» Material provided
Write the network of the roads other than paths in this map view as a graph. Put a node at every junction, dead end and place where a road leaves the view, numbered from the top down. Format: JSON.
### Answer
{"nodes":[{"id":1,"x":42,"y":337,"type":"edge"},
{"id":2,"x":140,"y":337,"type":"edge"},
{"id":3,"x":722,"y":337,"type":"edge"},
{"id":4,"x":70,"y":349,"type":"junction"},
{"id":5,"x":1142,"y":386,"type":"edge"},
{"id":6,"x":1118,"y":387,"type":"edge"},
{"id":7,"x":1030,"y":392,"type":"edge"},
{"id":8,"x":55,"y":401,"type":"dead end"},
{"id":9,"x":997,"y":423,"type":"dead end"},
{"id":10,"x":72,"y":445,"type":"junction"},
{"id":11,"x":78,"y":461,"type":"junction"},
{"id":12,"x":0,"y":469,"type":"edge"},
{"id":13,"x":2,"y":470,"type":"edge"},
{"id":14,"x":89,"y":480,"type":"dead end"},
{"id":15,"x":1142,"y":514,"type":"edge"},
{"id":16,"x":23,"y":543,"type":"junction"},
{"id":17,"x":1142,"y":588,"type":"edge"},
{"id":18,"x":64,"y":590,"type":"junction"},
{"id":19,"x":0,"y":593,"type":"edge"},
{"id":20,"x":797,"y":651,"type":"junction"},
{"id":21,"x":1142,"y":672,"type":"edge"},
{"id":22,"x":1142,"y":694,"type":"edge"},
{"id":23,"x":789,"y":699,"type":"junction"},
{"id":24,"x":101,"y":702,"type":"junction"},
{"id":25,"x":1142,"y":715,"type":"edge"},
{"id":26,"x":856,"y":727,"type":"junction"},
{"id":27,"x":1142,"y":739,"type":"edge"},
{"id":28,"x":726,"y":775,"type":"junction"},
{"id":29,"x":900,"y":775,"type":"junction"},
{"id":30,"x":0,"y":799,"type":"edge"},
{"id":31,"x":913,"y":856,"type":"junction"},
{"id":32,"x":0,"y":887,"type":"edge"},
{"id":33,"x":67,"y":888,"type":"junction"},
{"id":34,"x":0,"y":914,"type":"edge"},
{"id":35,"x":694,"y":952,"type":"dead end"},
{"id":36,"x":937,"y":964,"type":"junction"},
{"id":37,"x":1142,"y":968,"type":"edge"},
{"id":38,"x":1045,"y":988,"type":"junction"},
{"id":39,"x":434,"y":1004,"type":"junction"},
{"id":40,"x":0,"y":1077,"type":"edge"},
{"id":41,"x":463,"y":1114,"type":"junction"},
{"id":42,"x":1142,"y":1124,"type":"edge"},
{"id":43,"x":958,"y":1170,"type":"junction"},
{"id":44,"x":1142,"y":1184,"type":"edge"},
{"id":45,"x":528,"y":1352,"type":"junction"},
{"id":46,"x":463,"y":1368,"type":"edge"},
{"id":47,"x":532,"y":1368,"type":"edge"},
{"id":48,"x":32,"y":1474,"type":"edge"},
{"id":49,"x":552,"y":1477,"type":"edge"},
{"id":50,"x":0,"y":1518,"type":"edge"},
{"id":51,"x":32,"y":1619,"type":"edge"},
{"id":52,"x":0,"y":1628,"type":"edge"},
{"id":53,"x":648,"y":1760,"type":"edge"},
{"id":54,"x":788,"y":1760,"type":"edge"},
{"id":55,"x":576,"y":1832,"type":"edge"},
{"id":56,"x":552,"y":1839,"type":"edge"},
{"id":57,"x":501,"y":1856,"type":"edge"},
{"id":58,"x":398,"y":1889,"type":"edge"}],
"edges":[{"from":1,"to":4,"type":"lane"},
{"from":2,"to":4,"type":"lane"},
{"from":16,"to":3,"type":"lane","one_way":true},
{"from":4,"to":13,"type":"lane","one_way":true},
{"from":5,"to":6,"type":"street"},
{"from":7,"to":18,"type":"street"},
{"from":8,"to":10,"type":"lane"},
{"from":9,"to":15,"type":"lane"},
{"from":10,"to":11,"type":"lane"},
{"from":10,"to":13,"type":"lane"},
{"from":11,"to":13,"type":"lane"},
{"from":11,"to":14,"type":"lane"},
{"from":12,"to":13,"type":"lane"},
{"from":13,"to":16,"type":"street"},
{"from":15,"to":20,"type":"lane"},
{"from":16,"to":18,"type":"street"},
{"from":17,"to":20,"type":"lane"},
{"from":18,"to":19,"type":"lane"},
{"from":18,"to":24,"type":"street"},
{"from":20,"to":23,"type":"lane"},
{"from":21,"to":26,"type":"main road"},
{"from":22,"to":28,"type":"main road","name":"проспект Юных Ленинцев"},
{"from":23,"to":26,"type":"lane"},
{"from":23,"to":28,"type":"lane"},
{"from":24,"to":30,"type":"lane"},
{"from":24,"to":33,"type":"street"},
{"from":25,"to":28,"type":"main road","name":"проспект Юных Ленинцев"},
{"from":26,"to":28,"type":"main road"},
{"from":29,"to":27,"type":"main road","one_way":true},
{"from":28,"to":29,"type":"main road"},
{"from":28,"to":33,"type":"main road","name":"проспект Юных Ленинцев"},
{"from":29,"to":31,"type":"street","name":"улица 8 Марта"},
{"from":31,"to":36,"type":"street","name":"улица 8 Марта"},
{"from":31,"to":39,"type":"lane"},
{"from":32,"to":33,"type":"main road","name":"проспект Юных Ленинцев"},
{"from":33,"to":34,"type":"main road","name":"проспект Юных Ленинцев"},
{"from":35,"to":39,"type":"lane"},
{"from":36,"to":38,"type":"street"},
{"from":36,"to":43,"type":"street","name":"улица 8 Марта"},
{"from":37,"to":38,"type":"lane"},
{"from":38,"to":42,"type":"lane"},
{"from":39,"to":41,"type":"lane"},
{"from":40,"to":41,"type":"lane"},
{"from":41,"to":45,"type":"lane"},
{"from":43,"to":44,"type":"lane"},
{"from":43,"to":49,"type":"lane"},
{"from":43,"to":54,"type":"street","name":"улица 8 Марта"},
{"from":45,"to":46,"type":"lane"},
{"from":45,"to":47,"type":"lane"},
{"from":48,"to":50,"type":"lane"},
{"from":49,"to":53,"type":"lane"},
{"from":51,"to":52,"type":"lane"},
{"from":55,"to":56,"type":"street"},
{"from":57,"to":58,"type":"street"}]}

» Exercise details
Set down the listing again, exactly.

» Task output
Write the network of the roads other than paths in this map view as a graph. Put a node at every junction, dead end and place where a road leaves the view, numbered from the top down. Format: JSON.
### Answer
{"nodes":[{"id":1,"x":42,"y":337,"type":"edge"},
{"id":2,"x":140,"y":337,"type":"edge"},
{"id":3,"x":722,"y":337,"type":"edge"},
{"id":4,"x":70,"y":349,"type":"junction"},
{"id":5,"x":1142,"y":386,"type":"edge"},
{"id":6,"x":1118,"y":387,"type":"edge"},
{"id":7,"x":1030,"y":392,"type":"edge"},
{"id":8,"x":55,"y":401,"type":"dead end"},
{"id":9,"x":997,"y":423,"type":"dead end"},
{"id":10,"x":72,"y":445,"type":"junction"},
{"id":11,"x":78,"y":461,"type":"junction"},
{"id":12,"x":0,"y":469,"type":"edge"},
{"id":13,"x":2,"y":470,"type":"edge"},
{"id":14,"x":89,"y":480,"type":"dead end"},
{"id":15,"x":1142,"y":514,"type":"edge"},
{"id":16,"x":23,"y":543,"type":"junction"},
{"id":17,"x":1142,"y":588,"type":"edge"},
{"id":18,"x":64,"y":590,"type":"junction"},
{"id":19,"x":0,"y":593,"type":"edge"},
{"id":20,"x":797,"y":651,"type":"junction"},
{"id":21,"x":1142,"y":672,"type":"edge"},
{"id":22,"x":1142,"y":694,"type":"edge"},
{"id":23,"x":789,"y":699,"type":"junction"},
{"id":24,"x":101,"y":702,"type":"junction"},
{"id":25,"x":1142,"y":715,"type":"edge"},
{"id":26,"x":856,"y":727,"type":"junction"},
{"id":27,"x":1142,"y":739,"type":"edge"},
{"id":28,"x":726,"y":775,"type":"junction"},
{"id":29,"x":900,"y":775,"type":"junction"},
{"id":30,"x":0,"y":799,"type":"edge"},
{"id":31,"x":913,"y":856,"type":"junction"},
{"id":32,"x":0,"y":887,"type":"edge"},
{"id":33,"x":67,"y":888,"type":"junction"},
{"id":34,"x":0,"y":914,"type":"edge"},
{"id":35,"x":694,"y":952,"type":"dead end"},
{"id":36,"x":937,"y":964,"type":"junction"},
{"id":37,"x":1142,"y":968,"type":"edge"},
{"id":38,"x":1045,"y":988,"type":"junction"},
{"id":39,"x":434,"y":1004,"type":"junction"},
{"id":40,"x":0,"y":1077,"type":"edge"},
{"id":41,"x":463,"y":1114,"type":"junction"},
{"id":42,"x":1142,"y":1124,"type":"edge"},
{"id":43,"x":958,"y":1170,"type":"junction"},
{"id":44,"x":1142,"y":1184,"type":"edge"},
{"id":45,"x":528,"y":1352,"type":"junction"},
{"id":46,"x":463,"y":1368,"type":"edge"},
{"id":47,"x":532,"y":1368,"type":"edge"},
{"id":48,"x":32,"y":1474,"type":"edge"},
{"id":49,"x":552,"y":1477,"type":"edge"},
{"id":50,"x":0,"y":1518,"type":"edge"},
{"id":51,"x":32,"y":1619,"type":"edge"},
{"id":52,"x":0,"y":1628,"type":"edge"},
{"id":53,"x":648,"y":1760,"type":"edge"},
{"id":54,"x":788,"y":1760,"type":"edge"},
{"id":55,"x":576,"y":1832,"type":"edge"},
{"id":56,"x":552,"y":1839,"type":"edge"},
{"id":57,"x":501,"y":1856,"type":"edge"},
{"id":58,"x":398,"y":1889,"type":"edge"}],
"edges":[{"from":1,"to":4,"type":"lane"},
{"from":2,"to":4,"type":"lane"},
{"from":16,"to":3,"type":"lane","one_way":true},
{"from":4,"to":13,"type":"lane","one_way":true},
{"from":5,"to":6,"type":"street"},
{"from":7,"to":18,"type":"street"},
{"from":8,"to":10,"type":"lane"},
{"from":9,"to":15,"type":"lane"},
{"from":10,"to":11,"type":"lane"},
{"from":10,"to":13,"type":"lane"},
{"from":11,"to":13,"type":"lane"},
{"from":11,"to":14,"type":"lane"},
{"from":12,"to":13,"type":"lane"},
{"from":13,"to":16,"type":"street"},
{"from":15,"to":20,"type":"lane"},
{"from":16,"to":18,"type":"street"},
{"from":17,"to":20,"type":"lane"},
{"from":18,"to":19,"type":"lane"},
{"from":18,"to":24,"type":"street"},
{"from":20,"to":23,"type":"lane"},
{"from":21,"to":26,"type":"main road"},
{"from":22,"to":28,"type":"main road","name":"проспект Юных Ленинцев"},
{"from":23,"to":26,"type":"lane"},
{"from":23,"to":28,"type":"lane"},
{"from":24,"to":30,"type":"lane"},
{"from":24,"to":33,"type":"street"},
{"from":25,"to":28,"type":"main road","name":"проспект Юных Ленинцев"},
{"from":26,"to":28,"type":"main road"},
{"from":29,"to":27,"type":"main road","one_way":true},
{"from":28,"to":29,"type":"main road"},
{"from":28,"to":33,"type":"main road","name":"проспект Юных Ленинцев"},
{"from":29,"to":31,"type":"street","name":"улица 8 Марта"},
{"from":31,"to":36,"type":"street","name":"улица 8 Марта"},
{"from":31,"to":39,"type":"lane"},
{"from":32,"to":33,"type":"main road","name":"проспект Юных Ленинцев"},
{"from":33,"to":34,"type":"main road","name":"проспект Юных Ленинцев"},
{"from":35,"to":39,"type":"lane"},
{"from":36,"to":38,"type":"street"},
{"from":36,"to":43,"type":"street","name":"улица 8 Марта"},
{"from":37,"to":38,"type":"lane"},
{"from":38,"to":42,"type":"lane"},
{"from":39,"to":41,"type":"lane"},
{"from":40,"to":41,"type":"lane"},
{"from":41,"to":45,"type":"lane"},
{"from":43,"to":44,"type":"lane"},
{"from":43,"to":49,"type":"lane"},
{"from":43,"to":54,"type":"street","name":"улица 8 Марта"},
{"from":45,"to":46,"type":"lane"},
{"from":45,"to":47,"type":"lane"},
{"from":48,"to":50,"type":"lane"},
{"from":49,"to":53,"type":"lane"},
{"from":51,"to":52,"type":"lane"},
{"from":55,"to":56,"type":"street"},
{"from":57,"to":58,"type":"street"}]}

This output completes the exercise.